Just got my new rs net couple weeks ago with the long telescoping handle can't wait to get it wet it looks awesome mi e was 172 to my door


----------



## sady dog (Feb 10, 2008)

I just couldnt think of another great net, made in USA with a LIFETIME warranty....last net i ever buy...ha !!! cost was $145.00 fishing show special..


----------



## Decoy hound (Apr 3, 2015)

sady dog said:


> I just couldnt think of another great net, made in USA with a LIFETIME warranty....last net i ever buy...ha !!! cost was $145.00 fishing show special..


That's about what I payed last year at the Rod Makers Shoppe.


----------



## pole setter (Feb 14, 2014)

I got my RS Nets about three weeks ago and really like it. I talked to Roman the owner at RS Nets and told him what I was using it mainly for which is walleye and steelhead fishing told him I was a little concerned about the flexing of handle he recommended getting the 3224 handle it is not even out yet or on his website. He said the weight difference between the 2224 and the 3224 was about 12 ounces.


----------



## Eriegardless (Sep 23, 2015)

sady dog said:


> I just couldnt think of another great net, made in USA with a LIFETIME warranty....last net i ever buy...ha !!! cost was $145.00 fishing show special..


I purchased one over the winter and can't wait to use it.

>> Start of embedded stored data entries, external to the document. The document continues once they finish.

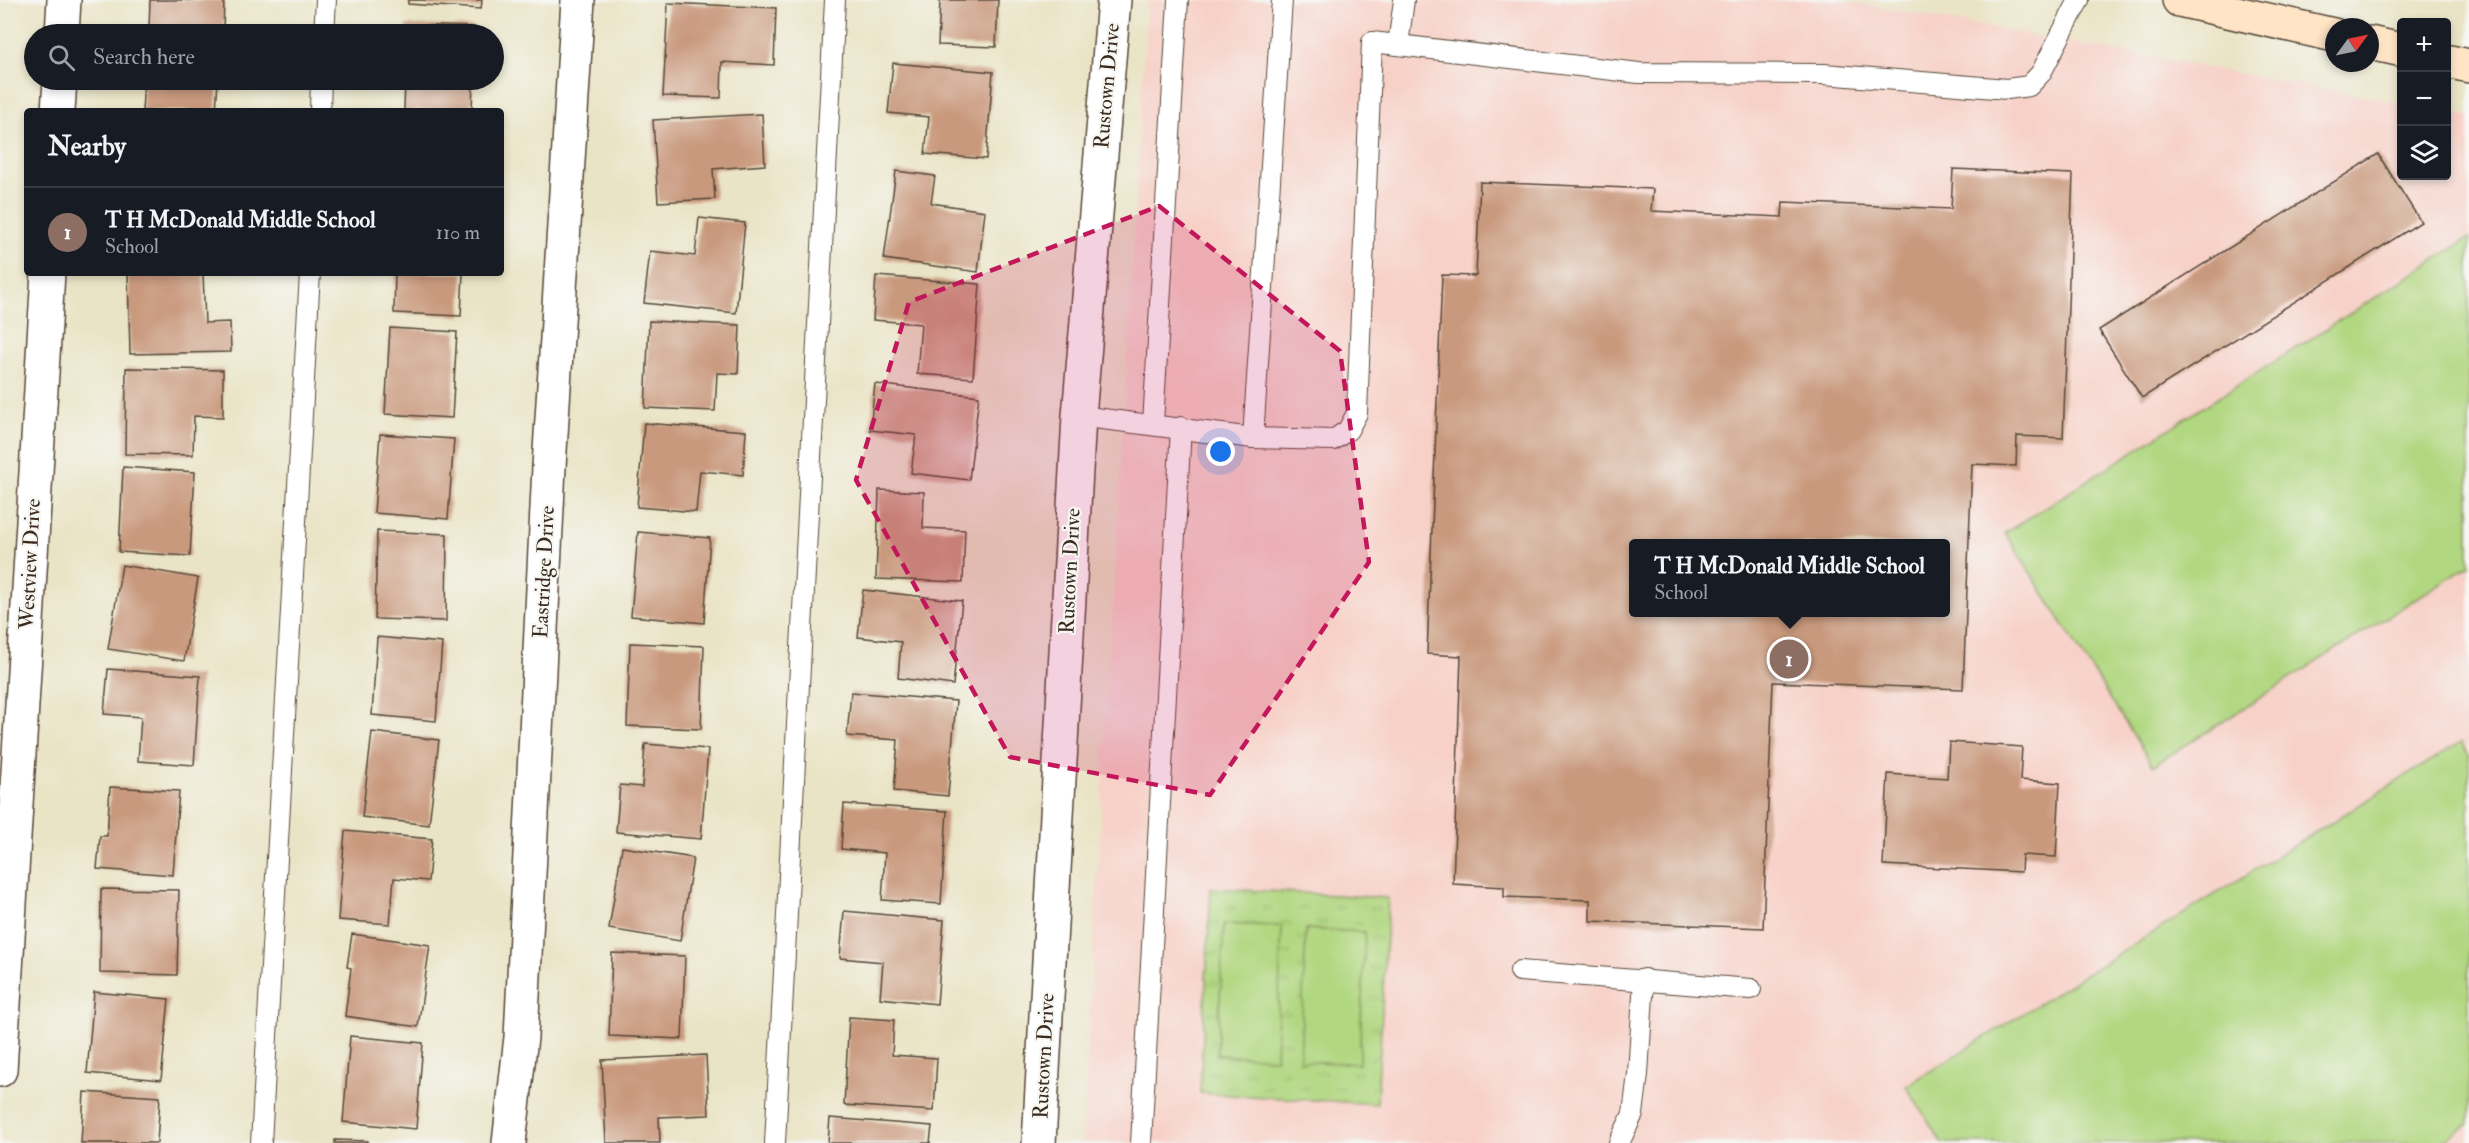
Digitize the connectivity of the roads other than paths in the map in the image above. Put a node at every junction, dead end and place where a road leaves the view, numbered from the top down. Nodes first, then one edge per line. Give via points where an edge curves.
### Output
1 (64, 0) edge
2 (326, 0) edge
3 (578, 0) edge
4 (835, 0) edge
5 (1114, 0) edge
6 (1178, 0) edge
7 (1282, 0) edge
8 (1404, 0) edge
9 (2079, 0) edge
10 (2179, 0) edge
11 (63, 24) edge
12 (325, 24) edge
13 (2325, 33) edge
14 (1398, 45) junction
15 (2379, 45) edge
16 (2397, 49) edge
17 (2451, 62) edge
18 (2469, 66) edge
19 (59, 90) edge
20 (321, 90) edge
21 (58, 108) edge
22 (320, 108) edge
23 (48, 276) edge
24 (310, 276) edge
25 (1079, 416) junction
26 (1153, 424) junction
27 (1181, 427) junction
28 (1253, 438) junction
29 (1520, 971) dead end
30 (1644, 979) junction
31 (1750, 989) dead end
32 (0, 1070) edge
33 (261, 1143) edge
34 (509, 1143) edge
35 (775, 1143) edge
36 (1039, 1143) edge
37 (1141, 1143) edge
38 (1619, 1143) edge

1 - 11 street
2 - 12 lane
3 - 34 street, Eastridge Drive via 549,467 521,1037
4 - 35 lane
5 - 25 street, Rustown Drive
6 - 26 lane
7 - 28 lane
8 - 14 lane
9 - 14 lane via 2041,73 2029,86 2007,89 1824,74 1639,73
10 - 13 main road
14 - 28 lane via 1372,42 1357,413 1348,430 1333,440
15 - 16 main road
17 - 18 main road
19 - 21 street
20 - 22 lane
23 - 32 street, Westview Drive
24 - 33 lane
25 - 26 lane
25 - 36 street, Rustown Drive
26 - 27 lane
27 - 28 lane
27 - 37 lane
29 - 30 lane
30 - 31 lane
30 - 38 lane via 1633,1114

What is this new handle? 3224? My handle looks like the one in pic...what is the difference between the 3224 and 2224?

Oh....see ya Sat Sady Dog!


----------



## Decoy hound (Apr 3, 2015)

3224? Hmmm.....looks like I'm buying another net!


----------



## pole setter (Feb 14, 2014)

Eriegardless said:


> I purchased one over the winter and can't wait to use it. What is this new handle? 3224? My handle looks like the one in pic...what is the difference between the 3224 and 2224?
> 
> Oh....see ya Sat Sady Dog!


From the conversation I had with Roman back in January he said it was part of his saltwater series nets, he also said his website was going to be updated which it hasn't yet I just looked. Roman said that 3224 was a more stout handle than the 2224 handle. I was not able to compare the two I am only going by what he told me in our conversation.


----------



## pole setter (Feb 14, 2014)

Decoy hound said:


> 3224? Hmmm.....looks like I'm buying another net!


Just a thought but you may want to check with Roman and see if you can buy just a handle for your net.


----------



## Decoy hound (Apr 3, 2015)

pole setter said:


> Just a thought but you may want to check with Roman and see if you can buy just a handle for your net.

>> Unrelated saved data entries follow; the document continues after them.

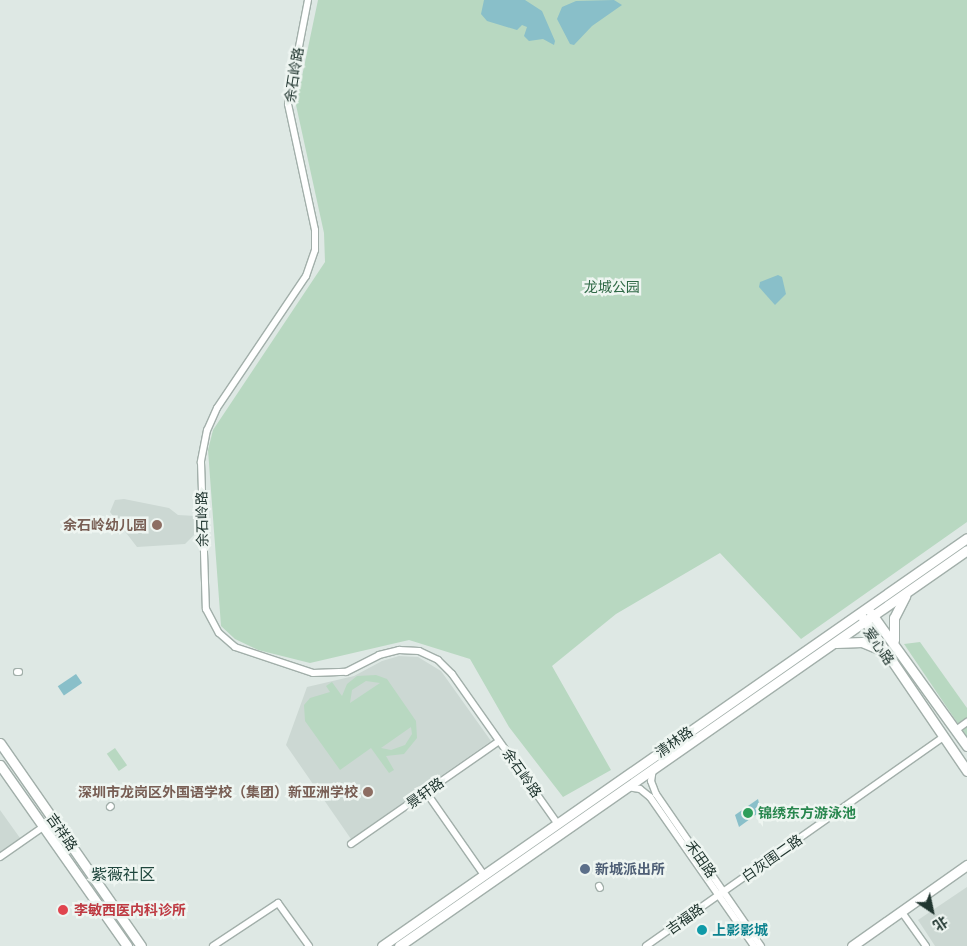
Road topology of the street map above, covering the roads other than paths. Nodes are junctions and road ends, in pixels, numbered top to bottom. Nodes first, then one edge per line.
1 (308, 0) edge
2 (967, 538) edge
3 (967, 550) edge
4 (911, 589) junction
5 (863, 610) junction
6 (875, 614) junction
7 (863, 622) junction
8 (895, 643) junction
9 (829, 646) junction
10 (884, 653) junction
11 (967, 722) edge
12 (956, 730) junction
13 (943, 737) junction
14 (499, 741) junction
15 (0, 743) edge
16 (967, 746) edge
17 (0, 765) edge
18 (654, 768) junction
19 (967, 771) edge
20 (626, 788) junction
21 (426, 792) junction
22 (558, 824) junction
23 (43, 827) junction
24 (351, 844) dead end
25 (0, 856) edge
26 (967, 866) edge
27 (967, 872) edge
28 (484, 875) junction
29 (721, 894) junction
30 (903, 913) junction
31 (127, 946) edge
32 (141, 946) edge
33 (213, 946) edge
34 (309, 946) edge
35 (382, 946) edge
36 (399, 946) edge
37 (646, 946) edge
38 (754, 946) edge
39 (761, 946) edge
40 (852, 946) edge
41 (862, 946) edge
42 (926, 946) edge

1 - 14 street, 余石岭路
2 - 5 main road, 清林路
3 - 4 main road, 清林路
4 - 6 main road, 清林路
4 - 8 main road
5 - 6 main road, 爱心路
5 - 7 main road, 爱心路
5 - 22 main road, 清林路
6 - 7 main road, 清林路
6 - 8 main road, 爱心路
7 - 9 main road, 清林路
7 - 10 main road, 爱心路
8 - 12 main road, 爱心路
9 - 10 main road
9 - 18 main road, 清林路
10 - 13 main road, 爱心路
11 - 12 street
12 - 16 main road, 爱心路
13 - 19 main road, 爱心路
13 - 29 street, 白灰围二路
14 - 21 street, 景轩路
14 - 22 street, 余石岭路
15 - 32 main road, 吉祥路
17 - 23 main road, 吉祥路
18 - 20 main road, 清林路
18 - 29 street, 禾田路
20 - 29 street, 禾田路
20 - 36 main road, 清林路
21 - 24 street, 景轩路
21 - 28 street
22 - 28 main road, 清林路
23 - 25 street
23 - 31 main road, 吉祥路
26 - 30 main road
27 - 30 main road
28 - 35 main road, 清林路
29 - 37 street, 吉福路
29 - 38 street, 禾田路
29 - 39 street, 禾田路
30 - 40 main road
30 - 41 main road
30 - 42 street
33 - 34 street

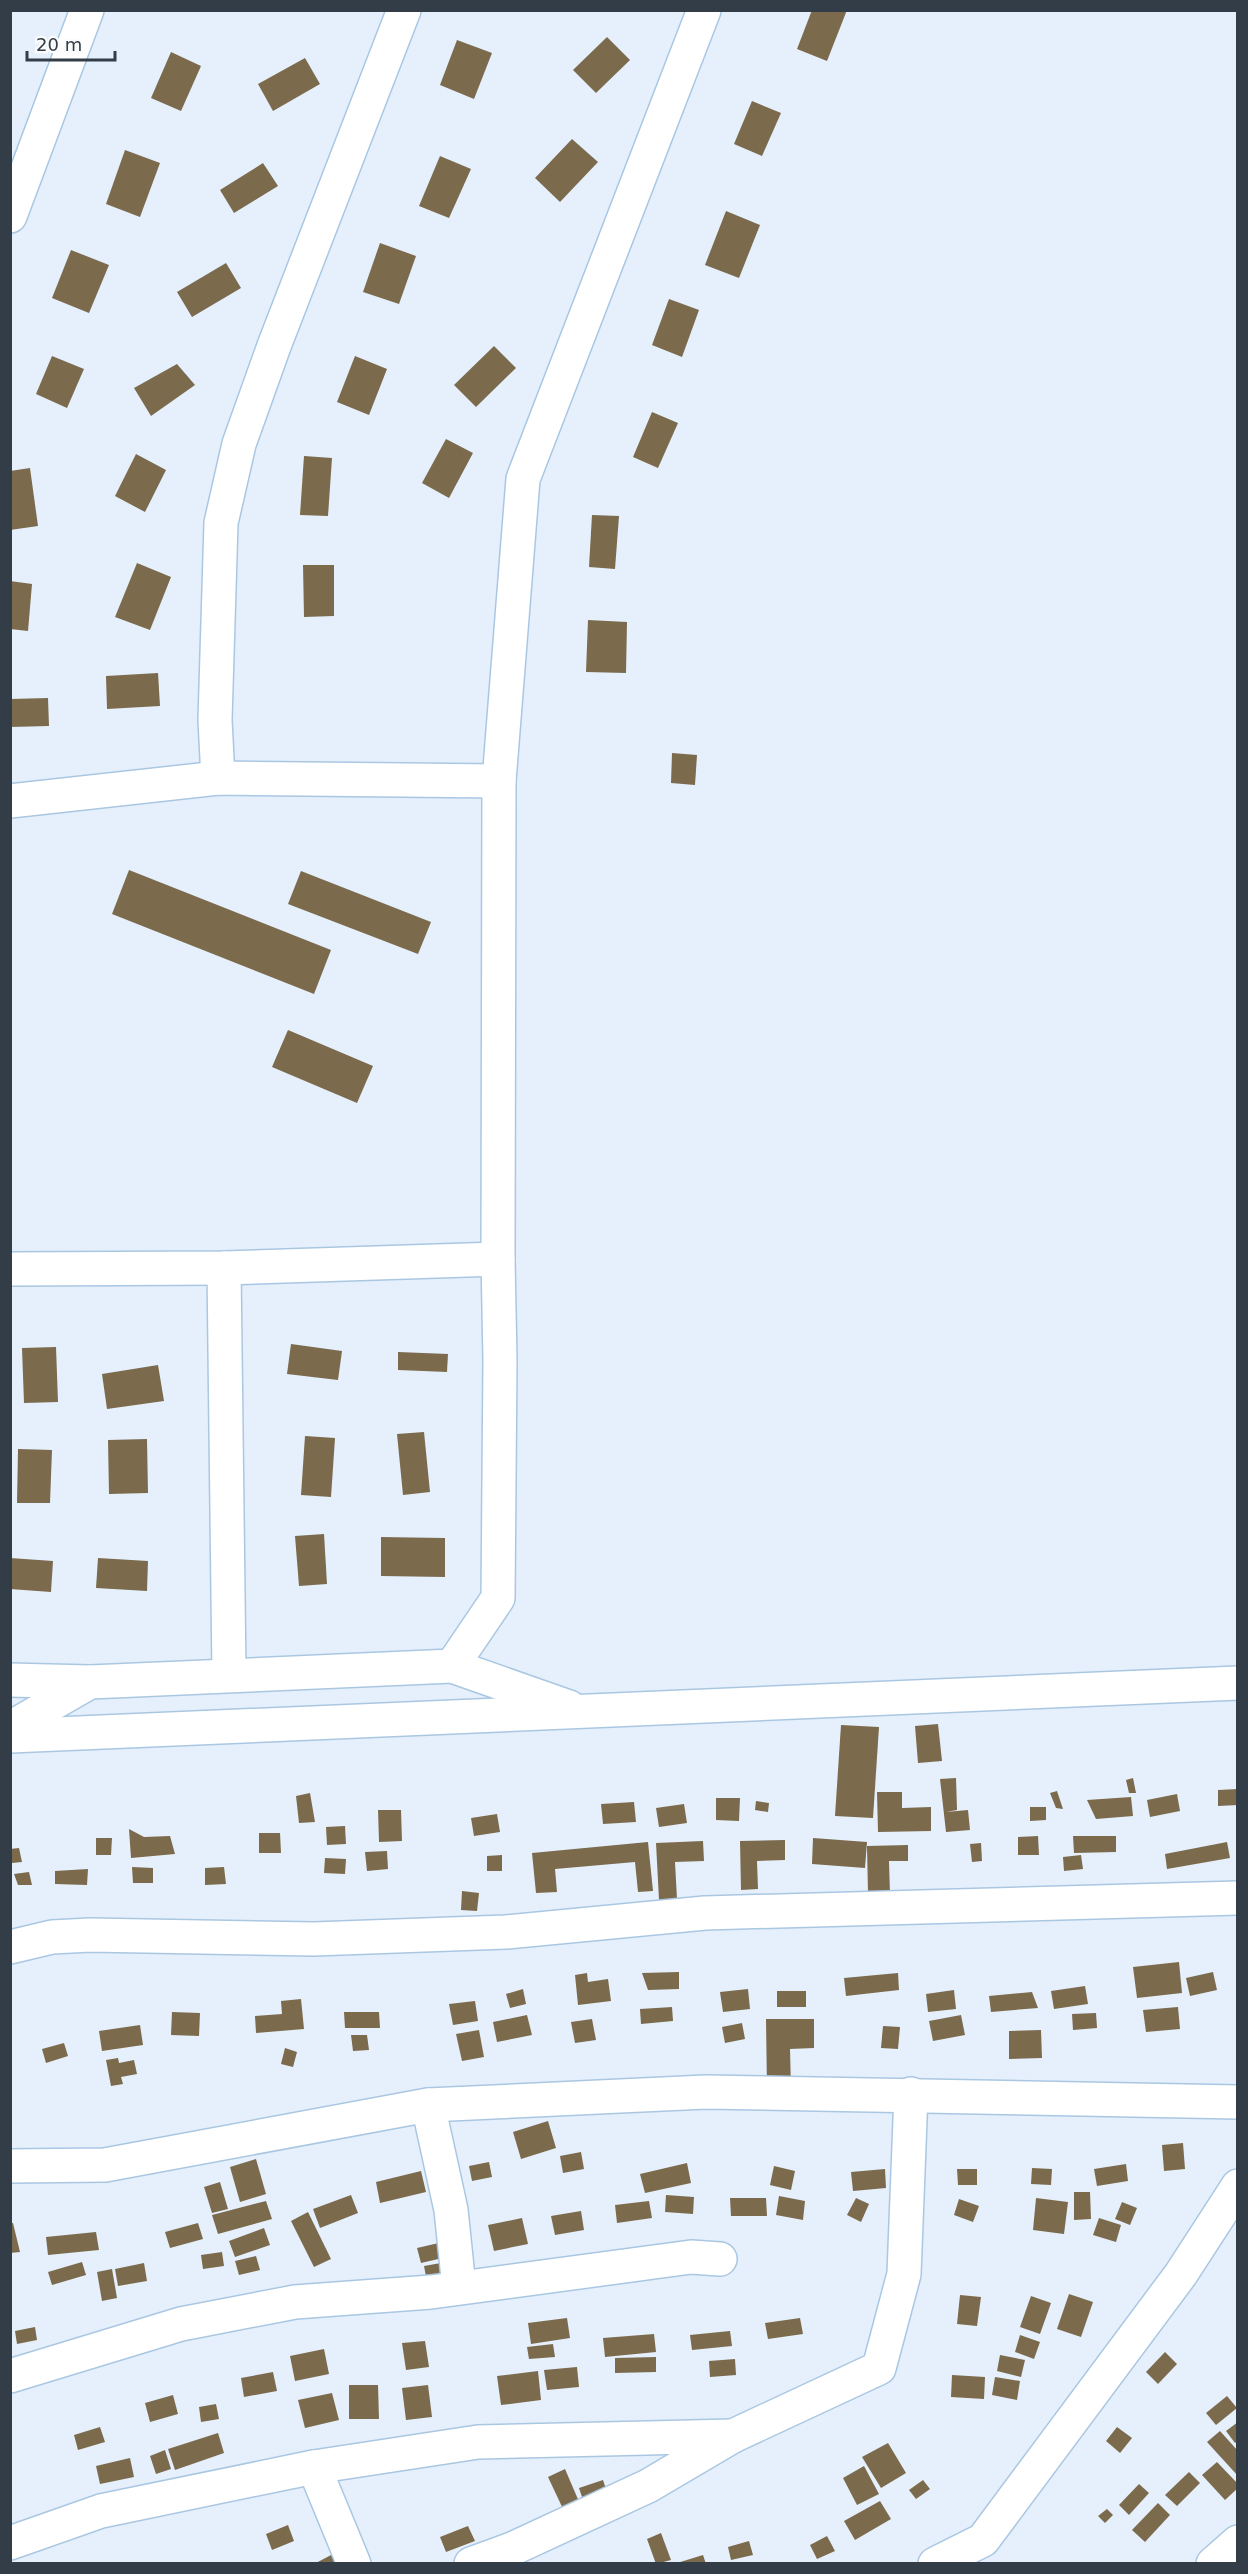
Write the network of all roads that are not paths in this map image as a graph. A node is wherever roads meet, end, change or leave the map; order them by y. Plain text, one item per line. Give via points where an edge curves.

Thanks for the info, but I want a good backup net anyhow.


----------



## pole setter (Feb 14, 2014)

Decoy hound said:


> Thanks for the info, but I want a good backup net anyhow.


Your welcome, you can't go wrong for a back up net that's for sure especially with a lifetime warranty he is providing and he is a local so the turnaround time will be much shorter if you had an issue with the net.


----------



## teamdonk (Feb 13, 2015)

If anyone finds out if he will sell just the new handle please post it thanks


----------



## Eriegardless (Sep 23, 2015)

I just talked to RS Nets...he didn't say if he would sell the handle seperate or not but I would guess it will not work. The new handle is slightly larger and I am assuming it would not fit into the key on the loop.


----------



## fishingful (Apr 5, 2004)

Bowl style or flat bottom better for netting. Trolling for walleyes


----------



## Decoy hound (Apr 3, 2015)

fishingful said:


> Bowl style or flat bottom better for netting. Trolling for walleyes


I have the bowl style and have netted up to twelve pound walleye with out a problem.


----------



## Eriegardless (Sep 23, 2015)

fishingful said:


> Bowl style or flat bottom better for netting. Trolling for walleyes


I have the flat bottom...haven't netted a fish yet but can't wait!


----------